Kenzo understands the need for a pressure valve
UPDATE: Dispatches from the Canvas8 HQ
Getting dressed up to attend an exclusive event should be the start of a fun evening. But when you’ve got work, money and relationship worries, having to keep a smile on your face all night can push you over the edge. Understanding that sometimes everyone needs to let loose and go a little crazy, MJZ created the ad ‘My Mutant Brain’ for Kenzo. In the third instalment of the deconstruction of our favourite Clio Gold winners, we explore the insights behind why a woman losing her shit at a fancy dinner resonates with people.
Dressed up in an elegant gown, dancer Margaret Qualley begins fashion brand Kenzo’s first perfume ad, smiling her way politely through a glamorous, but dreary, awards ceremony. Then, after excusing herself, she wanders into the hallway and fidgets awkwardly before locking eyes with the camera. Suddenly, Qualley starts twitching parts of her face and body. The frantic movements evolve into a manic, choreographed dance that sees her scream wide-eyed, pull faces in a mirror, beat her chest, mime gunshots at the hotel furniture, and lick the nose of a brass bust. Through the dance, Qualley lets out the inner rage she has been suppressing, empowering herself by acting out and letting off steam.

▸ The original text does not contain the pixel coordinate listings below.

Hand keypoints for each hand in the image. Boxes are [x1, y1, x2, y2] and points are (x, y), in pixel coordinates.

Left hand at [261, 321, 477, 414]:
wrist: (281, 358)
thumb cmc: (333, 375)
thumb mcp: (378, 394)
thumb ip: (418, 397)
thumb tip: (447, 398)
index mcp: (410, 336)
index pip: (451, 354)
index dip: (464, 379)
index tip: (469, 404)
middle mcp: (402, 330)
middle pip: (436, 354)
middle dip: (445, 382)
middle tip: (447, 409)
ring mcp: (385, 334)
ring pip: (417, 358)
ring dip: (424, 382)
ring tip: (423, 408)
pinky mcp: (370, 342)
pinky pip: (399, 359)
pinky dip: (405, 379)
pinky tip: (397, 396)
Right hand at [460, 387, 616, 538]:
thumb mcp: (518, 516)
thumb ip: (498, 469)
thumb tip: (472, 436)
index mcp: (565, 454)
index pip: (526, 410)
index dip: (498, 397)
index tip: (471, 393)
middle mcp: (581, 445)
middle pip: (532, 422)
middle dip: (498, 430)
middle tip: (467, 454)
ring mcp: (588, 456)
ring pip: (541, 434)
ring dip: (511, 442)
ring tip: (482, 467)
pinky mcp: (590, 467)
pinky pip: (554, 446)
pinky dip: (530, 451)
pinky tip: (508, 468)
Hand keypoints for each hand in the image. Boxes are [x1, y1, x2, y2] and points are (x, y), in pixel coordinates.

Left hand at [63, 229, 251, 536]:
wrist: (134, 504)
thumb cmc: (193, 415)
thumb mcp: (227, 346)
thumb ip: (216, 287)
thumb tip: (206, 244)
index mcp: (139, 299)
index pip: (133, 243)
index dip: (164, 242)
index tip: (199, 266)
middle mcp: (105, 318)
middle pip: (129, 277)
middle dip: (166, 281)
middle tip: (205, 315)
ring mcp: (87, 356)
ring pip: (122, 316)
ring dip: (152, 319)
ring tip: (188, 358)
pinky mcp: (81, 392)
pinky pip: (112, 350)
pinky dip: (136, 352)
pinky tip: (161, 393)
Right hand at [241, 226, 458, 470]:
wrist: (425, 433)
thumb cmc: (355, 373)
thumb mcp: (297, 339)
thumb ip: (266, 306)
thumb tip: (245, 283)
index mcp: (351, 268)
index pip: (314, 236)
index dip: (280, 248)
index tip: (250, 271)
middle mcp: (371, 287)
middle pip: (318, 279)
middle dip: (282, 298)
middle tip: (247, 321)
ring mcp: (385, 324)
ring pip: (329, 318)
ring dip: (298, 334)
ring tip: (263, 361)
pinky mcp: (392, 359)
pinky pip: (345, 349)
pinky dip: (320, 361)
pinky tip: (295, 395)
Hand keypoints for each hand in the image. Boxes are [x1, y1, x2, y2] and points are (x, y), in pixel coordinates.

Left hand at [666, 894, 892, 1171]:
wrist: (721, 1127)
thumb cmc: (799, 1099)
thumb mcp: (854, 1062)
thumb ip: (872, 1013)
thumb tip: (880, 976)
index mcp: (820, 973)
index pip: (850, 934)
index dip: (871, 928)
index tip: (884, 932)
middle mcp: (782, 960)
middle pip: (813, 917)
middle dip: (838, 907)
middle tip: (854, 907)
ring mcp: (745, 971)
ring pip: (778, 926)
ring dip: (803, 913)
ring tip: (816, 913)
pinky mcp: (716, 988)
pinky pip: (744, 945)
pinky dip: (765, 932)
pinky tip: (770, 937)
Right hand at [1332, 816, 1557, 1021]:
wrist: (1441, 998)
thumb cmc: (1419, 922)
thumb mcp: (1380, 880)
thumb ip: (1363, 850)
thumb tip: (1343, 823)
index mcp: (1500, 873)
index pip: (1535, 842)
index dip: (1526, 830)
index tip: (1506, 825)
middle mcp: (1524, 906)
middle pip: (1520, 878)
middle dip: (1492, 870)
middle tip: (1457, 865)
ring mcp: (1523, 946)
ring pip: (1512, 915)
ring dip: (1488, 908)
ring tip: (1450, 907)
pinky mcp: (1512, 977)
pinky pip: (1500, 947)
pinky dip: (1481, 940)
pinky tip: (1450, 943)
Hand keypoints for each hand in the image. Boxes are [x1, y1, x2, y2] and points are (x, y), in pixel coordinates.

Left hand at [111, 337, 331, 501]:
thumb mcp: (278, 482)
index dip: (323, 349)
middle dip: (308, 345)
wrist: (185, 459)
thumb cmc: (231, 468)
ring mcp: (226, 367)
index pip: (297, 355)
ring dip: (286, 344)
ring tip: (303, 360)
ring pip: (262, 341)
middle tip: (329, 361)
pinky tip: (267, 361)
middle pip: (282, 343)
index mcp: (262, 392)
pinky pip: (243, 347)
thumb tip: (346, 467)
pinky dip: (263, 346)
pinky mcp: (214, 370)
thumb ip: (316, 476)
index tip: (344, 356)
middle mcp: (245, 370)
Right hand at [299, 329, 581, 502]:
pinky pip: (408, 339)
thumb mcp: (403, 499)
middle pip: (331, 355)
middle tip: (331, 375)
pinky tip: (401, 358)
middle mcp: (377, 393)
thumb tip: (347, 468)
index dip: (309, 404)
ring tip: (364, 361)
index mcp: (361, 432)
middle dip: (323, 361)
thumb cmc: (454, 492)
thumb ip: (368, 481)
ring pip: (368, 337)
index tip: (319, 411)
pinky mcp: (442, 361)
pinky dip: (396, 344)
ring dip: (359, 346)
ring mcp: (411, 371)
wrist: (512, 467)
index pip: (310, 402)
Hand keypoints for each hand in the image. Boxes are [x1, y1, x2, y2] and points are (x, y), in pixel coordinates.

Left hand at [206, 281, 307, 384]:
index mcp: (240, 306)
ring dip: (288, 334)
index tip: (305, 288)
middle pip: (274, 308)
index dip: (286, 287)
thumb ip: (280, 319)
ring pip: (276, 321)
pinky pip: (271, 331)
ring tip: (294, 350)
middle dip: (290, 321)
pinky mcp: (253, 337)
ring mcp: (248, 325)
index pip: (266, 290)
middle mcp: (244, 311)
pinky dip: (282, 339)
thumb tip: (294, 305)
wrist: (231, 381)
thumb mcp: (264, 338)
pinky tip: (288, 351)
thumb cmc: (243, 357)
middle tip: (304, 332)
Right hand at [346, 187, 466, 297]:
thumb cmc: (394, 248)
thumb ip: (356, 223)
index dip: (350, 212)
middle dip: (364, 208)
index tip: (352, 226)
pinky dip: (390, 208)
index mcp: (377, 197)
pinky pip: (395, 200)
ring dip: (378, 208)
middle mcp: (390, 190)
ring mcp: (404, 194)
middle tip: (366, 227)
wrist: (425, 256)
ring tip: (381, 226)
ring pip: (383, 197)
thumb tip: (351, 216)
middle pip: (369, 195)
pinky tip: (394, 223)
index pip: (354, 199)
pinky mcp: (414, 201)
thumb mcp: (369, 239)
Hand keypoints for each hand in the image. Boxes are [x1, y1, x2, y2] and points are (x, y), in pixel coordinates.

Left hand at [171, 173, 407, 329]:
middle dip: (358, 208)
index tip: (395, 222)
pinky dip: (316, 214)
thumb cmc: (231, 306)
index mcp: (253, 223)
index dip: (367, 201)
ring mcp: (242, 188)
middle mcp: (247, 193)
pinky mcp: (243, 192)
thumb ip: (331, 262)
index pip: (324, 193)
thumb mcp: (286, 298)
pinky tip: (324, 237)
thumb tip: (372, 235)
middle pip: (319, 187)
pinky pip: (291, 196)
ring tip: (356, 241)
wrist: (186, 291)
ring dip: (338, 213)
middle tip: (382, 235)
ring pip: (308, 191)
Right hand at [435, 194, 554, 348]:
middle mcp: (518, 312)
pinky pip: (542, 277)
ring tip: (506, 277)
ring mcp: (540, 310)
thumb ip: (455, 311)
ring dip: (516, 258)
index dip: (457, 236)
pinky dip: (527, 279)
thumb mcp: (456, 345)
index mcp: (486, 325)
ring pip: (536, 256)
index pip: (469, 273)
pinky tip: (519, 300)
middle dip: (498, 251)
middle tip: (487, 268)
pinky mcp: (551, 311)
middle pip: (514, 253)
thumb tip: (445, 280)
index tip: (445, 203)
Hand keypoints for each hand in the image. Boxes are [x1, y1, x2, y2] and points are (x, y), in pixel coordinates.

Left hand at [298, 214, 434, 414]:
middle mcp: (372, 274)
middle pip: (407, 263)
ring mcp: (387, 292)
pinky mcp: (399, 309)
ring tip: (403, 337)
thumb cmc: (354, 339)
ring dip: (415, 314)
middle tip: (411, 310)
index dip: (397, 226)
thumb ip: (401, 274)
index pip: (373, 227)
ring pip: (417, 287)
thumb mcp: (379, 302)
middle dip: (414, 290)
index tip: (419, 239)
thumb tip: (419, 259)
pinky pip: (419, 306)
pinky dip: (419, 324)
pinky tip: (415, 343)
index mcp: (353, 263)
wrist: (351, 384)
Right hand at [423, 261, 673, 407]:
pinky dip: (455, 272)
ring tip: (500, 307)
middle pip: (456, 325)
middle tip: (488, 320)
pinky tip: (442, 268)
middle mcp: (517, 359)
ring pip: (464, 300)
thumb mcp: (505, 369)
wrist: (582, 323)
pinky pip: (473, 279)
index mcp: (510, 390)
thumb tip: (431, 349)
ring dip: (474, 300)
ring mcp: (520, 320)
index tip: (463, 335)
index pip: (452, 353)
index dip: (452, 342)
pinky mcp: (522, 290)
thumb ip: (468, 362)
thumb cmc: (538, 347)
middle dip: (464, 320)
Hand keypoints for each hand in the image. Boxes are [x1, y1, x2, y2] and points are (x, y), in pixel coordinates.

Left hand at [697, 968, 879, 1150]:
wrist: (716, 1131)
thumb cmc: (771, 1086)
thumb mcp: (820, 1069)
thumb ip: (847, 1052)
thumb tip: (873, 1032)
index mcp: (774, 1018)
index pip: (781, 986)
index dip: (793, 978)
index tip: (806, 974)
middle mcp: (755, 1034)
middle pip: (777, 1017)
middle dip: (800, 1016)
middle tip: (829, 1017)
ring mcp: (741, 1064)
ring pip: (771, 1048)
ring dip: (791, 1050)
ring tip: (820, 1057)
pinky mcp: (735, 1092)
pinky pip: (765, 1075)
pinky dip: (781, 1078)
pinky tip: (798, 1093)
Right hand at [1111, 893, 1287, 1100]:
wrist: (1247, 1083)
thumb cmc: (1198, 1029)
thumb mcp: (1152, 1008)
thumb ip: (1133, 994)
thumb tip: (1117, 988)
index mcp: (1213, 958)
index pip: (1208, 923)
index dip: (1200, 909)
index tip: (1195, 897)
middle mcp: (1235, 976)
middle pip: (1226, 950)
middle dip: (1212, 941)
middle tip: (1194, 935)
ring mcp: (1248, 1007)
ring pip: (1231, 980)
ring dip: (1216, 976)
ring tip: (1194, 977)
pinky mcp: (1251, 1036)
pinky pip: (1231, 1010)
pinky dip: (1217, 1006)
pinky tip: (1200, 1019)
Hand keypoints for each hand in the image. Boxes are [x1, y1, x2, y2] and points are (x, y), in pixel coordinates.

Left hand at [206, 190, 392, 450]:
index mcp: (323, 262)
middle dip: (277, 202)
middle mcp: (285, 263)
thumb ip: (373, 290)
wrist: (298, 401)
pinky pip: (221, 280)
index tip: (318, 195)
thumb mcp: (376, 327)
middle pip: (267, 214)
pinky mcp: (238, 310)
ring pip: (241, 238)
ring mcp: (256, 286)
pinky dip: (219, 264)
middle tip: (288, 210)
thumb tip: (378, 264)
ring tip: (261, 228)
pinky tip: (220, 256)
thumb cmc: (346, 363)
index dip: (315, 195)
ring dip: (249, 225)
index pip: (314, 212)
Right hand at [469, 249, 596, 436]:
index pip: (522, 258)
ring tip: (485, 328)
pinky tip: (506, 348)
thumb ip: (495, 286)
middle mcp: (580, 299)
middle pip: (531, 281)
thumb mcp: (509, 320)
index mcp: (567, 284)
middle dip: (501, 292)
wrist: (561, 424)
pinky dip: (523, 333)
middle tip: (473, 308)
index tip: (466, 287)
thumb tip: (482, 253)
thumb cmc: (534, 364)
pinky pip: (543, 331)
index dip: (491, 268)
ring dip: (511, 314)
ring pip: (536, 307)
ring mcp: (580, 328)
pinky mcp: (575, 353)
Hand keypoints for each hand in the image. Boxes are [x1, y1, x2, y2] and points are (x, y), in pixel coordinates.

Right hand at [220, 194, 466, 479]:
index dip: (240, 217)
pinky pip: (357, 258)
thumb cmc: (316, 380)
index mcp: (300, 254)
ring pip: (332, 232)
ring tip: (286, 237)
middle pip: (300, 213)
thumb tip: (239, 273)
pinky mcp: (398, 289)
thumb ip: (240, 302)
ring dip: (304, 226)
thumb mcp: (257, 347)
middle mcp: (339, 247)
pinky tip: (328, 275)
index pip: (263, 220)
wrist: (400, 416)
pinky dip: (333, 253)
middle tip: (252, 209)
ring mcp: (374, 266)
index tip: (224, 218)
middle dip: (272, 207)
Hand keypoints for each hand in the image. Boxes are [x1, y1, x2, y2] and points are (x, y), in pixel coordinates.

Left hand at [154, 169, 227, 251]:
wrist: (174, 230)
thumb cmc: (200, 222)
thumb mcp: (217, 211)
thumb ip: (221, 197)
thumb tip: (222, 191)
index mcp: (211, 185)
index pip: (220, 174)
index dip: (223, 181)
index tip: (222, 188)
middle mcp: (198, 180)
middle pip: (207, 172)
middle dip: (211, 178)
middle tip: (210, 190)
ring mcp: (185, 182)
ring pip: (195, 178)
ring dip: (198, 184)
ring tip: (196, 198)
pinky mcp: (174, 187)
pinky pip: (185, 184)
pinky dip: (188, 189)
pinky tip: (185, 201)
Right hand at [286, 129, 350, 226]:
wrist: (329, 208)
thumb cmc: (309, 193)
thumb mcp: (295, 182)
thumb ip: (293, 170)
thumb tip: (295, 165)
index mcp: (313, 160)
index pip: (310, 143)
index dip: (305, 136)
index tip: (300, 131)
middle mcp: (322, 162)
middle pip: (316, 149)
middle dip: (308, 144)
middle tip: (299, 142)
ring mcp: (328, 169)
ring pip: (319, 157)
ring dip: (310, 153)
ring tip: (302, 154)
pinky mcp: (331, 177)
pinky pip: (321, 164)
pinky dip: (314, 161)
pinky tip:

While we aren’t all required to show self-restraint at dull, high-profile events, Kenzo’s ad taps into a feeling of insurmountable expectation. Increasing pressures to eat healthily, live ethically and be successful have created demand for a means of escape – whether that’s people finding an outlet for their frustration, or having a quiet place where they can bunker up and forget the world.
Global research suggests that 60% of workers in major global economies are experiencing increased stress at work – and much of that pressure is coming from workers themselves. In a culture that worships self-improvement, nothing is ever good enough and everyone is their own worst critic. It’s why Britons are taking fewer sick days than ever.
In the US, meanwhile, a record number of people feel frazzled over their finances, and the rules of romance and relationships are more uncertain than ever. All this is exacerbated by the ubiquity of social media, which has become a competitive space for many people; almost two-thirds of Gen Yers say these platforms increase their feelings of inadequacy. So, fatigued by impossible expectations, people are partaking in a universal backlash, and Margaret Qualley – screaming silently into the camera – is the perfect figurehead.
This is the third in a five-part series deconstructing our favourite winners from the 2017 Clio Awards.